DETAILS


COLUMNS


CONTRIBUTIONS


ARCHIVE



New Visualization Techniques

Vol.34 No.1 February 2000
ACM SIGGRAPH


Two Stepping Information Technology with Visualization (A Viewpoint from the U.S. EPA Scientific Visualization Center)



Theresa- Marie Rhyne
Lockheed Martin Technical Services U.S. EPA Scientific Visualization Center

Introduction

Interactive visualization techniques facilitate the examination of unknown data sets. At the United States Environmental Protection Agency’s (U.S. EPA) Scientific Visualization Center, we are exploring the combination of 3D visual displays with emerging information technologies. The following discussion highlights prototype efforts in three arenas: (1) Integrating Visualization into Data Mining Techniques; (2) Exploring Policy Analysis Visualization and (3) Combining Object-Relational Databases, Visualization and Web Technologies. The three prototypes are still in embryotic form. We anticipate it will take three to five years for actualization of these concepts and precise implementation details will change over time.

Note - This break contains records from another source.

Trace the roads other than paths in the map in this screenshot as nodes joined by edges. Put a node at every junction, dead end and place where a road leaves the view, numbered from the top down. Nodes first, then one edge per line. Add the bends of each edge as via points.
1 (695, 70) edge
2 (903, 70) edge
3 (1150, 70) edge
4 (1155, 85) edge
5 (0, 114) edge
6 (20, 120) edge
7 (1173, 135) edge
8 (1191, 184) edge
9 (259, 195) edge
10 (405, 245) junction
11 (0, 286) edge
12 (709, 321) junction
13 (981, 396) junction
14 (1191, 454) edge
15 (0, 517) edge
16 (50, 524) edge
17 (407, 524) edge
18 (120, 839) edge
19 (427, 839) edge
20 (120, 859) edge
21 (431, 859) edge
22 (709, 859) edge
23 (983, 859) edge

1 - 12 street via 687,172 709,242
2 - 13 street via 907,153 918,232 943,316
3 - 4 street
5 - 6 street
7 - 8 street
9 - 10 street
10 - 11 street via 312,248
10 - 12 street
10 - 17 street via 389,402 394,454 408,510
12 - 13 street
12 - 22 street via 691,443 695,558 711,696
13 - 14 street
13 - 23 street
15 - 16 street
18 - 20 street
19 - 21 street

The U.S. EPA is currently designing and implementing a new high profile Office of Environmental Information that will advocate the use and management of information as a strategic resource to enhance public health and environmental protection. New information technologies will be applied to facilitate the collection and dissemination of environmental data. We are hopeful that interactive visualization tools will be successfully used across the entire range of users, computing platforms and World Wide Web (Web) technologies that support the information life cycle.

Integrating Visualization into Data Mining Techniques

Data mining is a set of methodologies for the automated exploration of complex relationships in very large datasets. True data mining is discovery driven. This means that no a priori assumptions exist about the data. Data mining utilizes discovery approaches where pattern-matching and other algorithms are executed to determine key relationships in the data [2]. At the U.S. EPA Scientific Visualization Center, we are examining ways to integrate data mining with interactive visualization techniques. Our goal is to provide a visual tool for exploring multidimensional data sets that can reside with object-relational databases like Oracle. In the future, we hope to provide Web-enabled 3D visualization outputs in conjunction with data mining activities.

There are seven components associated with implementing a data mining activity: 1) Data Selection; 2) Data Preparation; 3) Feature Selection; 4) Model Building & Testing; 5) Results Analysis; 6) Stability Testing; and 7) Implementing Results.

  •  Step #1. Data Selection involves determining the datasets or information for performing data mining tasks.
  •  Step #2. Data Preparation focuses on cleaning and transforming data so that it is consistent and accurate.
  •  Step #3. Feature Selection encompasses selecting variables in the data sets that are most correlated to the problem we want data mining to help us examine.
  •  Step #4. Model Building & Testing includes using data mining alogrithms to build and perform preliminary testing of our predictive modeling efforts.
  •  Step #5. Results Analysis centers on analyzing the results from our preliminary testing efforts and jumping back to Step #4 to refine our predictive model.
  •  Step #6. Stability Testing can also be called "Reality Checking." Since we have used knowledge discovery techniques, we want to verify that our results from Step #5 correspond to real world observations and previously known behaviors.
  •  Step #7. Implementing Results is the final step of building a strategy for problem resolution based on the results from Steps 1-6.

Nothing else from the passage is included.